Polls have closed in the first day of voting in the Czech Republic, where citizens are choosing among nine presidential candidates. Recent surveys have placed two former prime ministers in the lead.
The next president of the Czech Republic will be the country's third since the dissolution of Czechoslovakia in 1993. More importantly, he or she will be the first chosen directly by voters, a right they gained last year after a constitutional change.
If none of the nine candidates wins an outright majority, the top two would then enter a run-off at the end of January. Milos Zeman and Jan Fischer are considered the front-runners of this weekend's election, with polls pointing to the pair squaring off in a head-to-head vote.
Zeman, of the center-left Party of Citizens' Rights, has pledged to work with politicians from the right. He previously headed the government from 1998 to 2002 as a member of the center-left Social Democrats.
"I admit I am a left-wing politician, but I'm seeking votes from left to right. A left-wing idiot is as dangerous as a right-wing idiot," Zeman said at a recent meeting with voters.

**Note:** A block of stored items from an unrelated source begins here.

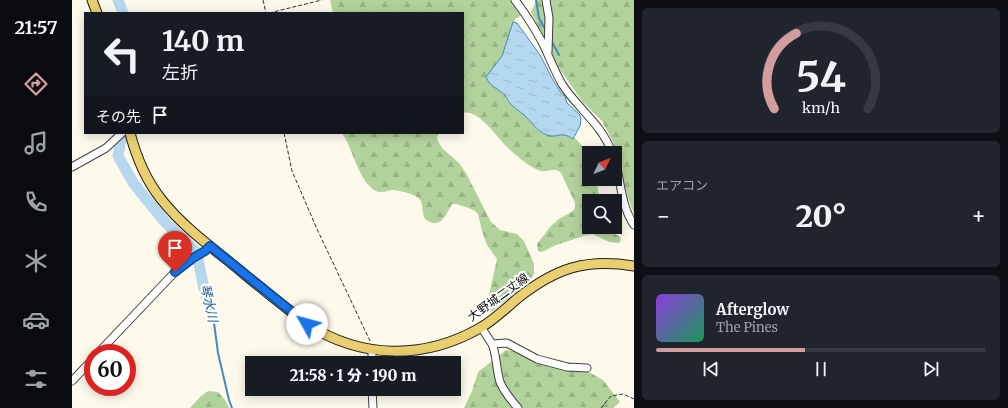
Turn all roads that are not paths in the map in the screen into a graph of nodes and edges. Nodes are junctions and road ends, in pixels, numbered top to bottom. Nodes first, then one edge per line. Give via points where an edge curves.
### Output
1 (92, 0) edge
2 (515, 0) edge
3 (546, 0) edge
4 (97, 12) edge
5 (548, 56) junction
6 (121, 134) edge
7 (131, 136) edge
8 (609, 146) edge
9 (72, 167) edge
10 (621, 186) edge
11 (634, 225) edge
12 (210, 246) junction
13 (634, 266) edge
14 (481, 327) junction
15 (107, 344) edge
16 (492, 344) junction
17 (372, 350) junction
18 (372, 356) edge
19 (84, 368) edge
20 (587, 368) dead end
21 (72, 381) edge
22 (372, 396) edge
23 (372, 408) edge
24 (518, 408) edge

1 - 4 main road
2 - 5 street via 532,24
3 - 5 street via 549,18
5 - 8 street via 562,84 594,122
6 - 9 street via 106,148
7 - 12 main road, 大野城二丈線 via 143,169 161,199
10 - 11 street via 628,215
12 - 15 street via 175,272
12 - 17 main road, 大野城二丈線 via 294,315 319,332
13 - 14 main road, 大野城二丈線 via 610,262 570,267 529,289
14 - 16 street
14 - 17 main road, 大野城二丈線 via 442,345 421,350
16 - 20 street via 507,343 537,359 566,367
16 - 24 street via 500,380
17 - 18 street
19 - 21 street
22 - 23 street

His main rival, center-right candidate Jan Fischer, has spent much of his campaigning apologizing for his membership in the Czechoslovak Communist Party in the 1980s, asking voters to "weigh this fact against [his] achievements."
Fischer headed the Czech Statistical Office from 1993 to 2000 and then later served as caretaker prime minister from 2009 to 2010.

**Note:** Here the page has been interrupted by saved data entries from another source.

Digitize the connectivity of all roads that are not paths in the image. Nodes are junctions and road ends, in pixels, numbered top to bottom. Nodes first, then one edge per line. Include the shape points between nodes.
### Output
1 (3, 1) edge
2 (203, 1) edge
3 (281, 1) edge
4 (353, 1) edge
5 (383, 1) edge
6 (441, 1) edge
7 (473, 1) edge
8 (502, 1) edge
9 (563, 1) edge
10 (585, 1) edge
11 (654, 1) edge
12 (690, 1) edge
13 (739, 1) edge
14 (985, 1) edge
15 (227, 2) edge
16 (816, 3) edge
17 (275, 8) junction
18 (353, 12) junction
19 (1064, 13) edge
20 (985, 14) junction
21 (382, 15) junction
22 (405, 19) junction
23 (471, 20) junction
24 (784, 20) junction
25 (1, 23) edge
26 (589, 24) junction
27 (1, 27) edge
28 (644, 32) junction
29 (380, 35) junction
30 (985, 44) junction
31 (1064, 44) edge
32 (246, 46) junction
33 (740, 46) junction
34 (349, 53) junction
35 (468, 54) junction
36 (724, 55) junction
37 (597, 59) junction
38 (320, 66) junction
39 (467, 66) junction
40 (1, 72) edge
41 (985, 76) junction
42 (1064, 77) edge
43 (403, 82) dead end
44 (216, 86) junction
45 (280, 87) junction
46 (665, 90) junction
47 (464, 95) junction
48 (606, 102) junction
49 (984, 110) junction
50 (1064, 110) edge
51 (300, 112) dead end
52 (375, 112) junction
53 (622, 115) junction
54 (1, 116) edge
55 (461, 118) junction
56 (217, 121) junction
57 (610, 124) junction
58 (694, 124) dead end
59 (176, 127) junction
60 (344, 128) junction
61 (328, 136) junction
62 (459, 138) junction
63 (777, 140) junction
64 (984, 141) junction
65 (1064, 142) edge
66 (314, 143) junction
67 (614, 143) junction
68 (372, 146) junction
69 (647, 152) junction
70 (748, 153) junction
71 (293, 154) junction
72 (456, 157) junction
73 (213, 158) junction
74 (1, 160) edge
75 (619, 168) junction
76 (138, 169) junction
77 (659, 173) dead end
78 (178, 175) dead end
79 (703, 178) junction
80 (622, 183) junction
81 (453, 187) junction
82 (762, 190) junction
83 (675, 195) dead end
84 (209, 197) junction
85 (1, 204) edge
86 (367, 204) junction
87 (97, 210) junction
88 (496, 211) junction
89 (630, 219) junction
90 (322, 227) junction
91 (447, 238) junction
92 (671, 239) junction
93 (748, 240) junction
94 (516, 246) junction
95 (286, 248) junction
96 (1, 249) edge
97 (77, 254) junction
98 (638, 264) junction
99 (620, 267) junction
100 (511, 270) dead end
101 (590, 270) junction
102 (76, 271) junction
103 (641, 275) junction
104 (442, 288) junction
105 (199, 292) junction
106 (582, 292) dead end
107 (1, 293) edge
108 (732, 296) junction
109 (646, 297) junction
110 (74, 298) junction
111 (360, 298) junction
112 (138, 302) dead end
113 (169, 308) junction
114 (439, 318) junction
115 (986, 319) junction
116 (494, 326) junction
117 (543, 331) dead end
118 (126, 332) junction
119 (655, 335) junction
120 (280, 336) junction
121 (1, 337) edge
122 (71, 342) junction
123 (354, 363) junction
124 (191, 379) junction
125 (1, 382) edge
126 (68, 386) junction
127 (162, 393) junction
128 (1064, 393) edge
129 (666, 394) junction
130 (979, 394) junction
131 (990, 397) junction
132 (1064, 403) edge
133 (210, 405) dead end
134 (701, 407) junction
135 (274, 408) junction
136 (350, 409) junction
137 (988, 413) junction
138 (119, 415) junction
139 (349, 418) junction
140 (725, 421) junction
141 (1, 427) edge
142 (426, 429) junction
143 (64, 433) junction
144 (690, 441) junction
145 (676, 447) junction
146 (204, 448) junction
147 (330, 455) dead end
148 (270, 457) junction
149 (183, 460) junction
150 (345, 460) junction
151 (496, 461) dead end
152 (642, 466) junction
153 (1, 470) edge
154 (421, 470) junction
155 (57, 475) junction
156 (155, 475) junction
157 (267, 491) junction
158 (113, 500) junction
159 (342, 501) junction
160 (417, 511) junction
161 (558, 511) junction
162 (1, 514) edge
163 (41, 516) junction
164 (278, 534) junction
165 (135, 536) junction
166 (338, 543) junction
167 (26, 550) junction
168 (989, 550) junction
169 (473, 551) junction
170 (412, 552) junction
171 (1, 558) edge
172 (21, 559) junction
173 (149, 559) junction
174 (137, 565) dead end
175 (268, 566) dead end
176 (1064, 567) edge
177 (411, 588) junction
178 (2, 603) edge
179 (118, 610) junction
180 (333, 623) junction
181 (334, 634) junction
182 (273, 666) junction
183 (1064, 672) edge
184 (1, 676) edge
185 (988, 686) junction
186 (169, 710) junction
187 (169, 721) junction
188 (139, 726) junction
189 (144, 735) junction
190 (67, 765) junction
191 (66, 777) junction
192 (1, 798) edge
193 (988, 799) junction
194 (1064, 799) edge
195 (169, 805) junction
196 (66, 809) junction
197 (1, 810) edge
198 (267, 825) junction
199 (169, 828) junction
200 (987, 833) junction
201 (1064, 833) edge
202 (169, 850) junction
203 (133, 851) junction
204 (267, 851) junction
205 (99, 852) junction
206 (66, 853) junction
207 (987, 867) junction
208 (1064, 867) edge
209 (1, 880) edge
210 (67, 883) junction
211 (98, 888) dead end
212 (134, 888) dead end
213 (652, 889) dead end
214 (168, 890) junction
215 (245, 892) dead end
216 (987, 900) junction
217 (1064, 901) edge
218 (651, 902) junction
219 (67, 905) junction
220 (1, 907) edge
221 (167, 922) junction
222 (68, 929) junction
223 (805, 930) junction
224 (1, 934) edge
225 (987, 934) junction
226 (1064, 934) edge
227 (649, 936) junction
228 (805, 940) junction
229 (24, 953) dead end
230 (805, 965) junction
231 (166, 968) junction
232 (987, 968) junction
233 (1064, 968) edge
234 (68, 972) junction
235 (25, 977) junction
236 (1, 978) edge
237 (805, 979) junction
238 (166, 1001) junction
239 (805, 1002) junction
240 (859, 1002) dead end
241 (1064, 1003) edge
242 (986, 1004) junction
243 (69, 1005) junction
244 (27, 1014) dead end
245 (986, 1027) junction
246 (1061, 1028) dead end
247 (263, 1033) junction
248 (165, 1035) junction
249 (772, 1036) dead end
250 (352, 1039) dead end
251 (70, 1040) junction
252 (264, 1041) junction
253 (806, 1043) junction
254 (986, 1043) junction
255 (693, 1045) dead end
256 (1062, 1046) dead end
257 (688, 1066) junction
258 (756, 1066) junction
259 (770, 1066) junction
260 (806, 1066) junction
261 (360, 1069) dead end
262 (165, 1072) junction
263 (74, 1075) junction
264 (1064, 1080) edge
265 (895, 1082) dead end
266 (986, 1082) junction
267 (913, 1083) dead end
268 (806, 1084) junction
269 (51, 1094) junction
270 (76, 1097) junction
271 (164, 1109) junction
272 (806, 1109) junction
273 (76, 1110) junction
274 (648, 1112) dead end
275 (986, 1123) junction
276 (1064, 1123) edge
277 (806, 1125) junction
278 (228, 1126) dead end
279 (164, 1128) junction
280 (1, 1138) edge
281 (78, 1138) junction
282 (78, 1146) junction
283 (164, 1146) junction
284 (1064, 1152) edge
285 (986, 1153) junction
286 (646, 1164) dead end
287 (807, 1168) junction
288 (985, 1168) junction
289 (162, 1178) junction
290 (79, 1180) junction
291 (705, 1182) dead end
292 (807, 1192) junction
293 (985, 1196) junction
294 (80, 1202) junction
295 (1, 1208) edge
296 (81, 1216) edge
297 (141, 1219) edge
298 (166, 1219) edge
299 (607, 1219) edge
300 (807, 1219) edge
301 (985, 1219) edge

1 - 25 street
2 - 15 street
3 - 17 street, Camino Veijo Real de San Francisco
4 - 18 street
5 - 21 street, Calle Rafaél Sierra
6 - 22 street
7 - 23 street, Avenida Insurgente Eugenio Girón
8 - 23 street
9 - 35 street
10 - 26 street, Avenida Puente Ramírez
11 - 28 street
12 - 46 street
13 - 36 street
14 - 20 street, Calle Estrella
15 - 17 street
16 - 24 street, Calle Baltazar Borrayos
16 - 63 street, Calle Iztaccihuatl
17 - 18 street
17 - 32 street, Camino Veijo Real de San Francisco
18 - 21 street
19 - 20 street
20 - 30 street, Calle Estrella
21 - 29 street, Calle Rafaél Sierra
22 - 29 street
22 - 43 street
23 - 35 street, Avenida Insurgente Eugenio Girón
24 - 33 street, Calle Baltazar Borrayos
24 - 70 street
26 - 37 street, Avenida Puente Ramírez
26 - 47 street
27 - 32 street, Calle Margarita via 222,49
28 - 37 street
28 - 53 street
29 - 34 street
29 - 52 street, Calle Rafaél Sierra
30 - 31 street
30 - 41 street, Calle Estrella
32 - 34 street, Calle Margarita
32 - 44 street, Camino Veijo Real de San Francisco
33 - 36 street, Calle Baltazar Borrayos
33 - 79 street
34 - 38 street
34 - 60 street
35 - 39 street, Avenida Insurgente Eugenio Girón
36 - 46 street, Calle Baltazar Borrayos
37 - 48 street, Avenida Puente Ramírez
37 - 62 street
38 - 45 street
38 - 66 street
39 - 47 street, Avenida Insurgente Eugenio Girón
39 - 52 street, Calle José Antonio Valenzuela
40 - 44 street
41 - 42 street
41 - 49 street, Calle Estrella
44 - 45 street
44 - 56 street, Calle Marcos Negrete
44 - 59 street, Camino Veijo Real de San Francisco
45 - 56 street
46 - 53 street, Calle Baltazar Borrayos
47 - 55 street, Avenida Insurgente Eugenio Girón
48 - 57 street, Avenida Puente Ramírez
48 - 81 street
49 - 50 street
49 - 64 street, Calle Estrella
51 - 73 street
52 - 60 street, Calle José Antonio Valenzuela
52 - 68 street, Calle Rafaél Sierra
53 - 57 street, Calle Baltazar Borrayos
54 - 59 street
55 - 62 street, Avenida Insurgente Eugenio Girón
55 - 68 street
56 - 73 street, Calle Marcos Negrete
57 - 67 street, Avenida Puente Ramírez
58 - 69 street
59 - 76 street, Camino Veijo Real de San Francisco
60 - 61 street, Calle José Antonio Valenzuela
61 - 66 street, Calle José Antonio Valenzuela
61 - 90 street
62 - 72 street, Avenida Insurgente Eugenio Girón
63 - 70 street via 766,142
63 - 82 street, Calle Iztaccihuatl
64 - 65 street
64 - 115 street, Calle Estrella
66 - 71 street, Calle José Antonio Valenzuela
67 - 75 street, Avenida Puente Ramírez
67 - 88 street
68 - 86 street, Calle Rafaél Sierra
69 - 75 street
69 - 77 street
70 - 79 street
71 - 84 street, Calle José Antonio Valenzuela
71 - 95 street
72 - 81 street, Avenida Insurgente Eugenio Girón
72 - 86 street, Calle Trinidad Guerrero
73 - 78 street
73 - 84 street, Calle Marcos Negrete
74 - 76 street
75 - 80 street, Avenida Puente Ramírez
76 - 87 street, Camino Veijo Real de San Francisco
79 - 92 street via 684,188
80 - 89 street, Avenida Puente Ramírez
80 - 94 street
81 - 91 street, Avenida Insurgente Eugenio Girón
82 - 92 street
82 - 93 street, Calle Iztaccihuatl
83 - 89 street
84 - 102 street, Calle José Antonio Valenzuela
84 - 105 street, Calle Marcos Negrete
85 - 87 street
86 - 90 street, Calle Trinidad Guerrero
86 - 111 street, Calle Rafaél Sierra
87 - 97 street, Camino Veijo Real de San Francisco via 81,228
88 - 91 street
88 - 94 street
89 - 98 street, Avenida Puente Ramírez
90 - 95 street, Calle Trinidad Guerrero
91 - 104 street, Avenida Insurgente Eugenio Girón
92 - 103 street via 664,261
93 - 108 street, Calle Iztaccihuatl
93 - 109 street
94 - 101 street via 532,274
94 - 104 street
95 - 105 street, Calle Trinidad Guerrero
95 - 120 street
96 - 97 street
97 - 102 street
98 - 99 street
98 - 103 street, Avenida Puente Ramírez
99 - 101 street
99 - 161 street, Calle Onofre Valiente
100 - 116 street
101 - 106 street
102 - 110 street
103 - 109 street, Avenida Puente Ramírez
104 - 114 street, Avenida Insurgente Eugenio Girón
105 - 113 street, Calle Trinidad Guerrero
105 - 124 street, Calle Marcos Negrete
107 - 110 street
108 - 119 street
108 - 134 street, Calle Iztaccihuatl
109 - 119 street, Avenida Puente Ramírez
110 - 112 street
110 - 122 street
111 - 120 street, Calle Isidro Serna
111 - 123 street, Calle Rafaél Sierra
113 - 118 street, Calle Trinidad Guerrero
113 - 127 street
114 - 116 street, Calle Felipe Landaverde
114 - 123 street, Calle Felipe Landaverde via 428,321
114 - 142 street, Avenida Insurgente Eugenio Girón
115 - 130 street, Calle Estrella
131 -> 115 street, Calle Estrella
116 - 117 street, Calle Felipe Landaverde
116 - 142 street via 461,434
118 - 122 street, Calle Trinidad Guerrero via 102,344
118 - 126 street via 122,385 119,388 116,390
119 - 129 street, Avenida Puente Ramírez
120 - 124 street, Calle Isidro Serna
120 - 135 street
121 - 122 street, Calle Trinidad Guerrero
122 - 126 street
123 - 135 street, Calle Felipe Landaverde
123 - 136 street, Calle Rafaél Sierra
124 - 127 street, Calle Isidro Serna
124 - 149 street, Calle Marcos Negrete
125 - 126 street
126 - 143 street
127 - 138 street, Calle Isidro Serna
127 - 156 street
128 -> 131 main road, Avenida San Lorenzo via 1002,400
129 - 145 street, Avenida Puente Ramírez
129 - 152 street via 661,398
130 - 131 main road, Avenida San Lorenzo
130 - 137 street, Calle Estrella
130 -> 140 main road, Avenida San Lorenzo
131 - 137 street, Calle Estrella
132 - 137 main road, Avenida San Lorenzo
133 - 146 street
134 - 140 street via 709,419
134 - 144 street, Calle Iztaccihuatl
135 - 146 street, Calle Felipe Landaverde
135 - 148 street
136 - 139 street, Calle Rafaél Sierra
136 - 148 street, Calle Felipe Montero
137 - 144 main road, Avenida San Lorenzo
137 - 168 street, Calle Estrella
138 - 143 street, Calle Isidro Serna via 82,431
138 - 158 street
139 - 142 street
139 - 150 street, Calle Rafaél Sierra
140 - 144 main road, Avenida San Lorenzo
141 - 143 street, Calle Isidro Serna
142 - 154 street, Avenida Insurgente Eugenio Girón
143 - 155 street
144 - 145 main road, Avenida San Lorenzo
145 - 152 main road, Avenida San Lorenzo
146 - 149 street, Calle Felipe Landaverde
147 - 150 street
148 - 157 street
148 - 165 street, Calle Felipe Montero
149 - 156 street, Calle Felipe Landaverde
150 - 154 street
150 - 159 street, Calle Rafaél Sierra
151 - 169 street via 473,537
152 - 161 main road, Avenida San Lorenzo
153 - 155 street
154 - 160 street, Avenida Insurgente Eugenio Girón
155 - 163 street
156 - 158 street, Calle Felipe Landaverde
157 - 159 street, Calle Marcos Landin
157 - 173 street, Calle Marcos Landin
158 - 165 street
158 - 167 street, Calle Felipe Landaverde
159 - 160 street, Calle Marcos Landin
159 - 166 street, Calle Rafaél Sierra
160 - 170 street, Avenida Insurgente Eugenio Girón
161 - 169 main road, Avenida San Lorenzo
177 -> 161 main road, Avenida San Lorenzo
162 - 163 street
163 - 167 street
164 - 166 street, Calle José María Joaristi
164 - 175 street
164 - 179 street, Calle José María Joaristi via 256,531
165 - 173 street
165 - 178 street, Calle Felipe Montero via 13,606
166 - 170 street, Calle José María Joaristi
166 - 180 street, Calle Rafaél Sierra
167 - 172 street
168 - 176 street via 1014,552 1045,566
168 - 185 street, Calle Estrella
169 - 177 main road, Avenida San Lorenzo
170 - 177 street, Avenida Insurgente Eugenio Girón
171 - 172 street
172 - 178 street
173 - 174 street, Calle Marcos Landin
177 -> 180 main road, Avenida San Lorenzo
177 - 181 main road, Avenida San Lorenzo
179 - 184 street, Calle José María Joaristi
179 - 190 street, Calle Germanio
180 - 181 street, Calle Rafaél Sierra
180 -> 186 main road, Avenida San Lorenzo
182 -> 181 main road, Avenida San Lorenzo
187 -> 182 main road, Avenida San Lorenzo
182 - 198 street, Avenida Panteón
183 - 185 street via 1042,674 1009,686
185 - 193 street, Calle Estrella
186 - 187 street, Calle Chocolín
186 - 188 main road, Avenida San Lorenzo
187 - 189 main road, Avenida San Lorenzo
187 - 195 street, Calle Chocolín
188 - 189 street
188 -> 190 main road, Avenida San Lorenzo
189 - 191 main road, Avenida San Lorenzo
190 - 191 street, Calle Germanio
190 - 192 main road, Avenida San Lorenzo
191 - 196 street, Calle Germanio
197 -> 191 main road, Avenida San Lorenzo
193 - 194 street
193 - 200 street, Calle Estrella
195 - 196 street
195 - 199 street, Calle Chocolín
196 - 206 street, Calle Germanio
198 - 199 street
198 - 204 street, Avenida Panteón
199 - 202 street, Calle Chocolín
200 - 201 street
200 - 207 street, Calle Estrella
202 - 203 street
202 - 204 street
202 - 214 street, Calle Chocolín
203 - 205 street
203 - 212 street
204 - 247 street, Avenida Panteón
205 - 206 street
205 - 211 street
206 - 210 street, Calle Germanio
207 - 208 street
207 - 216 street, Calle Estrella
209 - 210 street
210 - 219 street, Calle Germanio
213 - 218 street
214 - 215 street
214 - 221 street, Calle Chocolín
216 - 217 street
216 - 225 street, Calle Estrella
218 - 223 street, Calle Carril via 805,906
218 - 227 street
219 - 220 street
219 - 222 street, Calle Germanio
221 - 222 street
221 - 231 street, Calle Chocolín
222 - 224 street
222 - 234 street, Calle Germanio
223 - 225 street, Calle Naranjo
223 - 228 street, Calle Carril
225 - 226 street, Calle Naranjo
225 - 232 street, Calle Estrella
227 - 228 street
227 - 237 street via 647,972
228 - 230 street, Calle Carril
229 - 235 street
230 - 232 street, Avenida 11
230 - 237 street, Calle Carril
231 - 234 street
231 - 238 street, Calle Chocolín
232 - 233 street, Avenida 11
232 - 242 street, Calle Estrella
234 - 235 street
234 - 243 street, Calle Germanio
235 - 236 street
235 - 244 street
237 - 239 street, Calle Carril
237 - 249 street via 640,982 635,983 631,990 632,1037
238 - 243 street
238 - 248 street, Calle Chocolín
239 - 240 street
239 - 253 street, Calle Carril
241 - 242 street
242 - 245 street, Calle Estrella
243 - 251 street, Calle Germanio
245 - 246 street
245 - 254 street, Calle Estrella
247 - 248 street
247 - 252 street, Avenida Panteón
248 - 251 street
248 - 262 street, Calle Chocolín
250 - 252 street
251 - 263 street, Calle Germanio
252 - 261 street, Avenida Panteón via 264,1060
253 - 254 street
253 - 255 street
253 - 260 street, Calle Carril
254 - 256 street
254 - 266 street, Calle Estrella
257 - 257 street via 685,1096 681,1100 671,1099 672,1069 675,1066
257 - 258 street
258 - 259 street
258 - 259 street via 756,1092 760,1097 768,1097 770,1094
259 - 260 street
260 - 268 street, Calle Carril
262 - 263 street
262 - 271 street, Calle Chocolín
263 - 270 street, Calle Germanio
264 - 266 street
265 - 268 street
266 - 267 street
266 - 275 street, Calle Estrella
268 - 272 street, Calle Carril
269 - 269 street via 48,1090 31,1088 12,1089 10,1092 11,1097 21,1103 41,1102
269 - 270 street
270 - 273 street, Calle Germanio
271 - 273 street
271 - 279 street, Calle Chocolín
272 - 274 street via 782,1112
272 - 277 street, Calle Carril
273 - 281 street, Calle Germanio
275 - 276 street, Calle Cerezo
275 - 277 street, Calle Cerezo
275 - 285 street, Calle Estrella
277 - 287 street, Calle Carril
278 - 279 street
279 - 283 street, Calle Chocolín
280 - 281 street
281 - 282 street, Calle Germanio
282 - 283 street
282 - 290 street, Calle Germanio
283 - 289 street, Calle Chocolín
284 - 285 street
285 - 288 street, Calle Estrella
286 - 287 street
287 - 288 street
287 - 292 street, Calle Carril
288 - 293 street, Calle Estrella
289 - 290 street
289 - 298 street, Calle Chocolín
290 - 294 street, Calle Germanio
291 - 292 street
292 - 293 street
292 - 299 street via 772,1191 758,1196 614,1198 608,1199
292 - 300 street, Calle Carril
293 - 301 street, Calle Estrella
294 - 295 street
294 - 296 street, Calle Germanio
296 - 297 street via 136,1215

Another favored candidate is Vladimir Franz, a painter and composer known for his tattoos, which cover his face and body.
Polling stations are to reopen on Saturday morning at 0900 UCT. Voting closes definitively at 1300 UCT on Satuday.
Klaus stepping down after 10 years
The current Czech president has made the most of a role which consists mainly of representing his nation, next to tasks that occur less frequently, such as appointing the prime minister, constitutional court judges and members of the central bank board.
During his two terms, Klaus has earned a reputation for his euroskepticism and making noise on behalf of his country of 10.2 million citizens in a role that's largely ceremonial.
In 2009, he made headlines for being the last of the EU's 27 leaders to sign the Treaty of Lisbon - a roadmap for EU power consolidation and making its bureaucracy more effective - after much heel-digging.
Both front-runners of this weekend's elections would likely take a more EU-friendly approach compared with Klaus.
He must step down in early March in compliance with the two-term limit for presidents in the Czech Republic. Speculation remains about his future. After serving as finance minister, prime minister and president, he has not ruled out taking on another political role.
"Nothing is over," he was quoted as saying by news agency dpa.